Y también el prostituido concepto de la democracia, que ante el yugo comunista de la segunda mitad del siglo pasado, supuestamente era la octava maravilla. Digamos que desde el año dos mil la puse en práctica y digamos también que así como que contento, no me tiene. Es que a uno lo confunden, querido lector. Hace doce años presencié a un gallardo varón de apellido Fox aplastar a decenas de "víboras, alimañas y tepocatas" al tiempo que insistía hasta el cansancio en la urgencia de sacarlas para siempre de Los Pinos, santo sanctuorum, donde habitan los Presidentes de México desde Lázaro Cárdenas hasta el actual y siempre adusto Felipe Calderón.
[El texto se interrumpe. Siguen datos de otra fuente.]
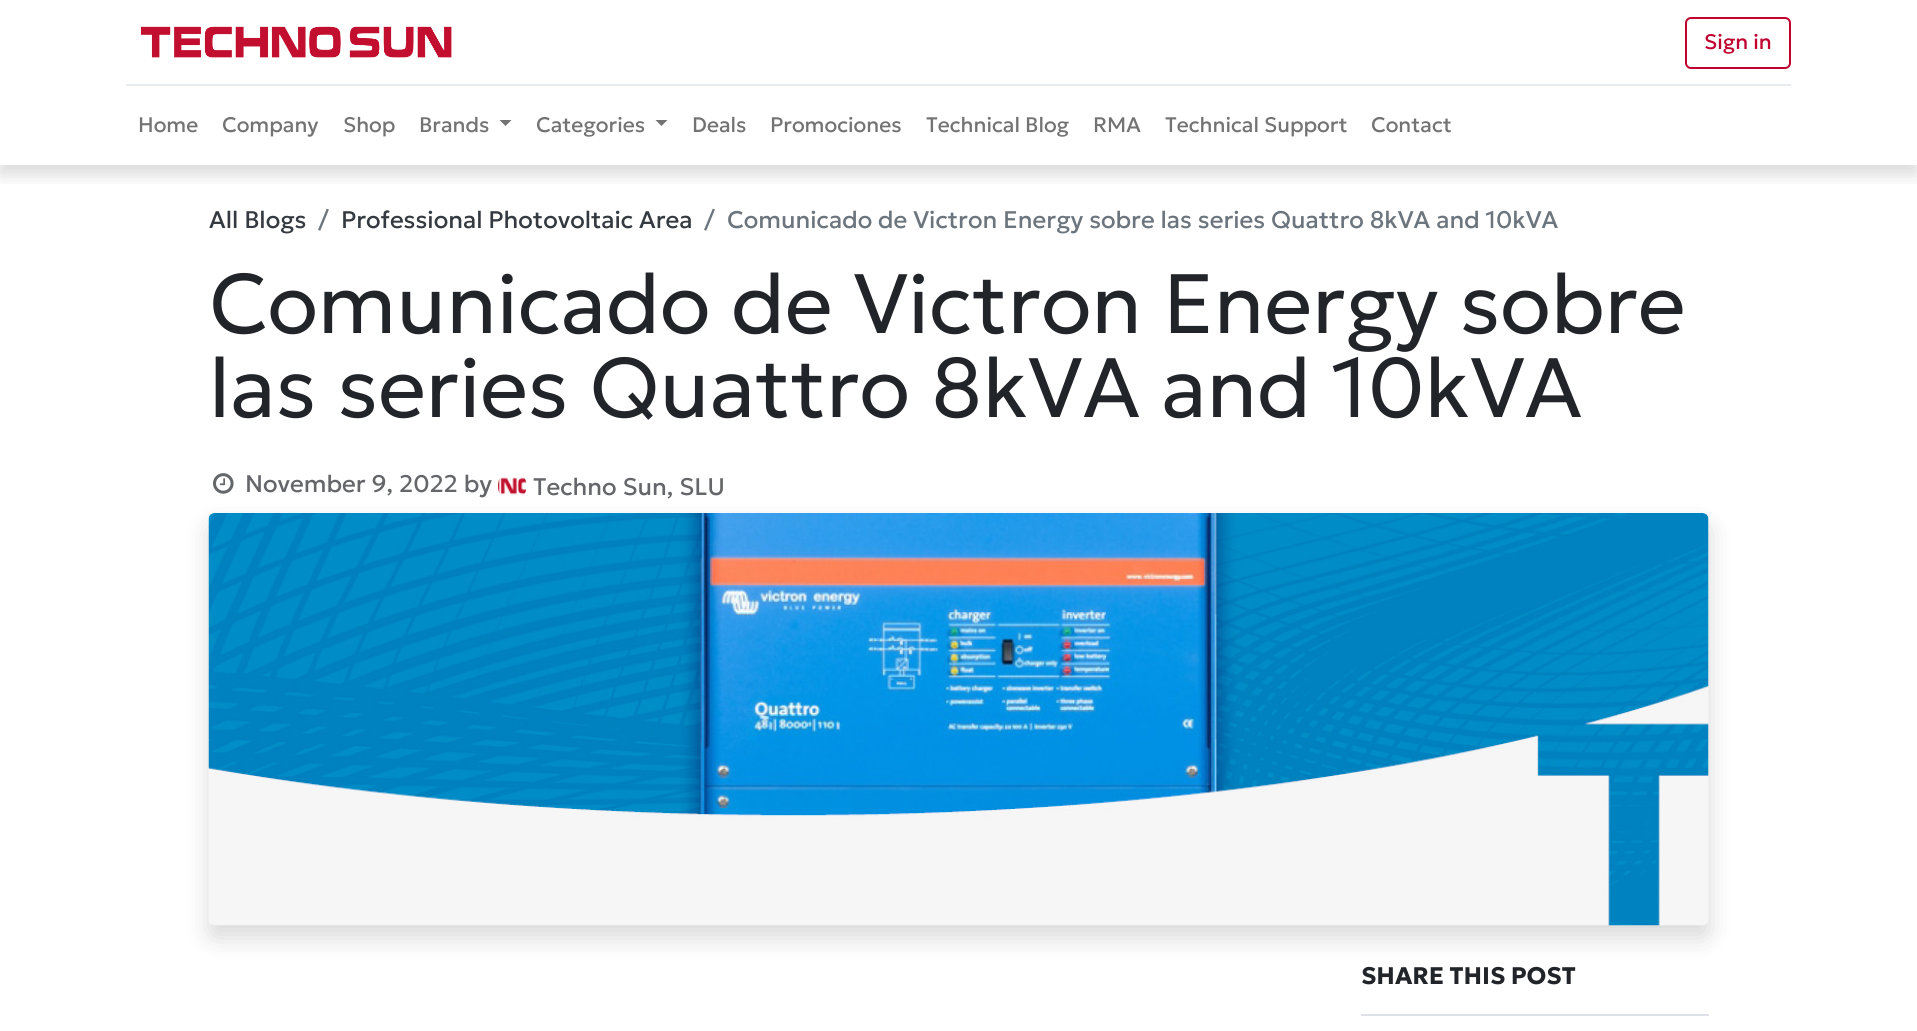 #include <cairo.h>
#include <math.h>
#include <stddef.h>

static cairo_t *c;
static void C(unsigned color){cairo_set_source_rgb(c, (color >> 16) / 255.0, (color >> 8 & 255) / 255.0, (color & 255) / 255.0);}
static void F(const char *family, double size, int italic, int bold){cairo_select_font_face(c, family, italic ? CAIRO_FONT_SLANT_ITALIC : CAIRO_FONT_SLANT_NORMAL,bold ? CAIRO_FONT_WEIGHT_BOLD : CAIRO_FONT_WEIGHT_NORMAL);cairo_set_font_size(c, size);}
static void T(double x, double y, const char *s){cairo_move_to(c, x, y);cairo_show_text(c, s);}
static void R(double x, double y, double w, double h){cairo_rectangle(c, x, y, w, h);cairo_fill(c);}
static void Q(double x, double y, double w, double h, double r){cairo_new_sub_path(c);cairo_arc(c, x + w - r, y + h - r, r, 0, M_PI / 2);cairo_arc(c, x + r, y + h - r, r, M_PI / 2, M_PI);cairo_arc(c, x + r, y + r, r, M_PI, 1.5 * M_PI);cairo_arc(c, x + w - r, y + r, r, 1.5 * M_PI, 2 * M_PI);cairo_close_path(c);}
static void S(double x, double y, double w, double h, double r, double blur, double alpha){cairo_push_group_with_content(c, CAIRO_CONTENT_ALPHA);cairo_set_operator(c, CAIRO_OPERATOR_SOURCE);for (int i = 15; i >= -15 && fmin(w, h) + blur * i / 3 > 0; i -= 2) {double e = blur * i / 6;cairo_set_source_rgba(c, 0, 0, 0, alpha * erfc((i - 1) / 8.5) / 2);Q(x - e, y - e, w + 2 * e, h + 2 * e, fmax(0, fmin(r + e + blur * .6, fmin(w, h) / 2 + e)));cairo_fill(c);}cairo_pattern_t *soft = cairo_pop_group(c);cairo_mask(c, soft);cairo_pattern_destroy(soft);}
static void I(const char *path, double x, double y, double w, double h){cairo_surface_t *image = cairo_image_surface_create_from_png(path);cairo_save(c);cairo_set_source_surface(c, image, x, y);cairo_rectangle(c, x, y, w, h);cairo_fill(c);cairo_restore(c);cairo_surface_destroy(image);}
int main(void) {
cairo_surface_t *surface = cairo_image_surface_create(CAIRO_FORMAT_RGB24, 1917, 1031);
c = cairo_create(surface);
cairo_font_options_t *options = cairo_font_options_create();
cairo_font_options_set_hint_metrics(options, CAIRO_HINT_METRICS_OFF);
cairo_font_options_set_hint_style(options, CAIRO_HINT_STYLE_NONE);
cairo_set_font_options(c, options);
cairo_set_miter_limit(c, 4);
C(0xffffff);
cairo_paint(c);
cairo_save(c);
cairo_rectangle(c,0,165,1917,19);
cairo_clip(c);
C(0x000000);
S(0,9,1917,165,0,9,.15);
cairo_restore(c);
I("1.png",140,26,312,32);
Q(1686,18,104,50,5);
C(0xc10230);
cairo_stroke(c);
F("Geologica",21,0,0);
T(1704,49,"Sign in");
C(0xe9ecef);
R(126,84,1665,2);
C(0x737373);
T(138,132,"Home");
T(222,132,"Company");
T(343,132,"Shop");
T(419,132,"Brands");
cairo_new_path(c);
cairo_move_to(c,499.5,120);
cairo_line_to(c,511.5,120);
cairo_line_to(c,505.5,126);
cairo_close_path(c);
cairo_fill(c);
T(536,132,"Categories");
cairo_new_path(c);
cairo_move_to(c,655.5,120);
cairo_line_to(c,667.5,120);
cairo_line_to(c,661.5,126);
cairo_close_path(c);
cairo_fill(c);
T(692,132,"Deals");
T(770,132,"Promociones");
T(926,132,"Technical Blog");
T(1093,132,"RMA");
T(1165,132,"Technical Support");
T(1371,132,"Contact");
F("Geologica",24,0,0);
C(0x343a40);
T(209,228,"All Blogs");
C(0x6c757d);
T(318,228,"/");
C(0x343a40);
T(341,228,"Professional Photovoltaic Area");
C(0x6c757d);
T(704,228,"/");
T(727,228,"Comunicado de Victron Energy sobre las series Quattro 8kVA and 10kVA");
F("Geologica Light",84,0,0);
C(0x212529);
T(209,333,"Comunicado de Victron Energy sobre");
T(209,417,"las series Quattro 8kVA and 10kVA");
I("2.png",213,473,21,21);
F("Geologica",24,0,0);
C(0x646669);
T(245,492,"November 9, 2022 by");
I("3.png",498,477,29,18);
T(533,495,"Techno Sun, SLU");
C(0x000000);
S(209,525,1500,413,6,12,.15);
I("4.png",208,513,1501,413);
C(0xdee2e6);
R(1361,1014,348,2);
F("Geologica",24,0,1);
C(0x212529);
T(1361,984,"SHARE THIS POST");
cairo_surface_write_to_png(surface, "o.png");
cairo_font_options_destroy(options);
cairo_destroy(c);
cairo_surface_destroy(surface);
return 0;
}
Bien pasado el tiempo, es de boca y viva voz del mismo personaje de donde llega la segunda conseja, quizá el sinsentido. Que seamos pragmáticos como él, que no le hace, que nada impedirá que dichas "víboras, alimañas y tepocatas" regresen al terruño que durante siete décadas habitaron, hicieron y deshicieron a sus anchas. En tanto, el santo varón de a caballo e incontinencia verbal por todos conocida, busca explicar que dichos especímenes no son tan malos como parecen, que han cambiado, que su retorno no supone ningún tipo de tragedia.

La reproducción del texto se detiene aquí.